Lessons learned during the U.S. recession helped Bernie David, a part-time Durangoan, form a sustainable nonprofit in India focused on helping women from the poorest backgrounds learn vocational skills.
David, a former JPMorgan Chase banker, moved to India 11½ years ago after visiting the country with her church on a humanitarian trip.
“I just felt this strong calling to go to India,” she said.
Shortly after she arrived, she found many charities dependent on American funds were closing their doors because many U.S. residents were struggling to pay their own household expenses after the housing market crashed. Americans could no longer support the nonprofits.
So she started a classic American bakery and ran it out of her apartment in Mumbai to help support her charity work. The baked goods catered to the thousands of Americans living in Mumbai, India’s largest city.
During her first five years in India, she operated an orphanage with her husband, but the couple’s focus shifted to vocational training through their nonprofit, Tender Hands.
Tender Hands works with about seven women a year in Mumbai, teaching them to make pecan pies, carrot cake, sugar cookies and other American treats.
“I think the most amazing thing is seeing the joy when they have created something beautiful with their own hands,” David said.
The small staff trains widows, single moms and victims of sex trafficking. The staff also works with women of the Dalit community, the lowest social class in India, to keep them from falling into slavery, she said.
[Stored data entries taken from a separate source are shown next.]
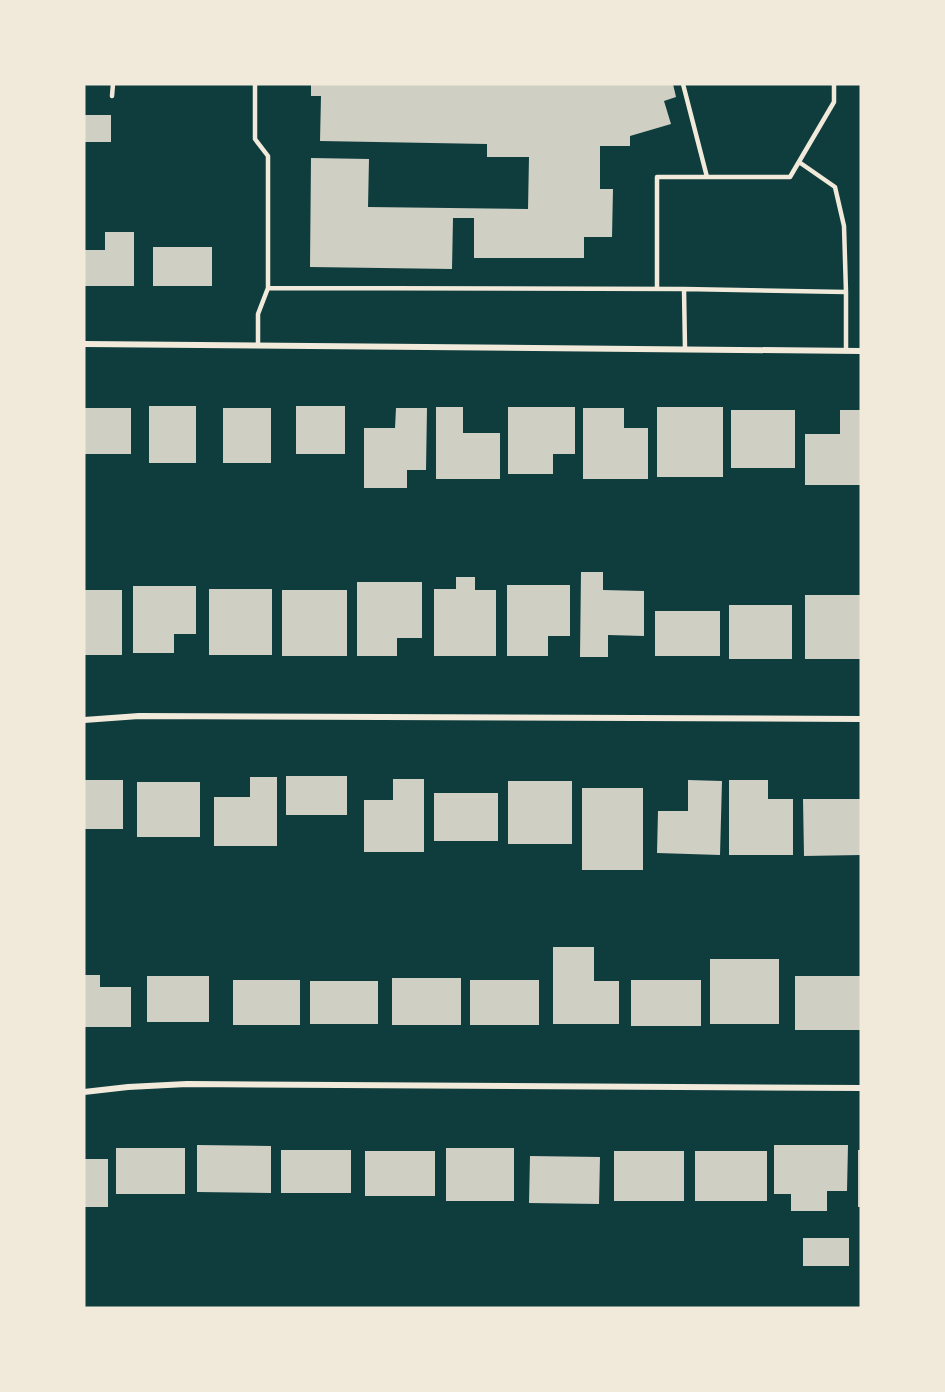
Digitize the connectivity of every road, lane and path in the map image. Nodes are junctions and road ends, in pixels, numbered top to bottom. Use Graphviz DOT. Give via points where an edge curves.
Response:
graph roads {
  1 [pos="112,84"];
  2 [pos="255,84"];
  3 [pos="683,84"];
  4 [pos="834,84"];
  5 [pos="112,96"];
  6 [pos="799,162"];
  7 [pos="707,177"];
  8 [pos="268,288"];
  9 [pos="657,289"];
  10 [pos="684,289"];
  11 [pos="846,292"];
  12 [pos="84,344"];
  13 [pos="258,345"];
  14 [pos="685,349"];
  15 [pos="846,351"];
  16 [pos="861,351"];
  17 [pos="861,718"];
  18 [pos="84,720"];
  19 [pos="861,1088"];
  20 [pos="84,1092"];
  1 -- 5 [label="lane"];
  2 -- 8 [label="lane" via="255,139 268,156"];
  3 -- 7 [label="lane"];
  4 -- 6 [label="lane" via="834,102"];
  6 -- 7 [label="lane" via="790,177"];
  6 -- 11 [label="lane" via="835,187 844,226"];
  7 -- 9 [label="lane" via="657,177"];
  8 -- 9 [label="lane"];
  8 -- 13 [label="lane" via="258,314"];
  9 -- 10 [label="lane"];
  10 -- 11 [label="lane"];
  10 -- 14 [label="lane"];
  11 -- 15 [label="lane"];
  12 -- 13 [label="street"];
  13 -- 14 [label="street"];
  14 -- 15 [label="street"];
  15 -- 16 [label="street"];
  17 -- 18 [label="street" via="139,716"];
  19 -- 20 [label="street" via="187,1084"];
}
The nonprofit offers paid training, and everyone who is trained is offered a job at David’s Spring Street Bakery, she said.
The bakery’s income helps sustain the humanitarian work, but the nonprofit still relies on grants, she said.
Not only do women learn baking skills, they also learn how employers should treat them, David said.
India is home to about 18 million slaves who work in textiles, granite quarries, brick kilns and other industries, according to the Global Slavery Index.
Women who are trafficked for sex in India are often tricked into it, David said. Sometimes, men will offer to marry women from poor families for a low dowry and then sell them, he said.
Often, the women are moved into regions of the country where they can’t read or write the language, David said.
Slavery in India is a problem that David said needs to be addressed through greater awareness.
“When the governments and the nonprofits and consumers get together and decide they aren’t going to tolerate slavery, then that’s when you are going to start seeing a difference,” she said.
For her part, David is working on growing the bakery so she can reach more women.
“Every inch in the right direction helps to end this abhorrent practice,” she said.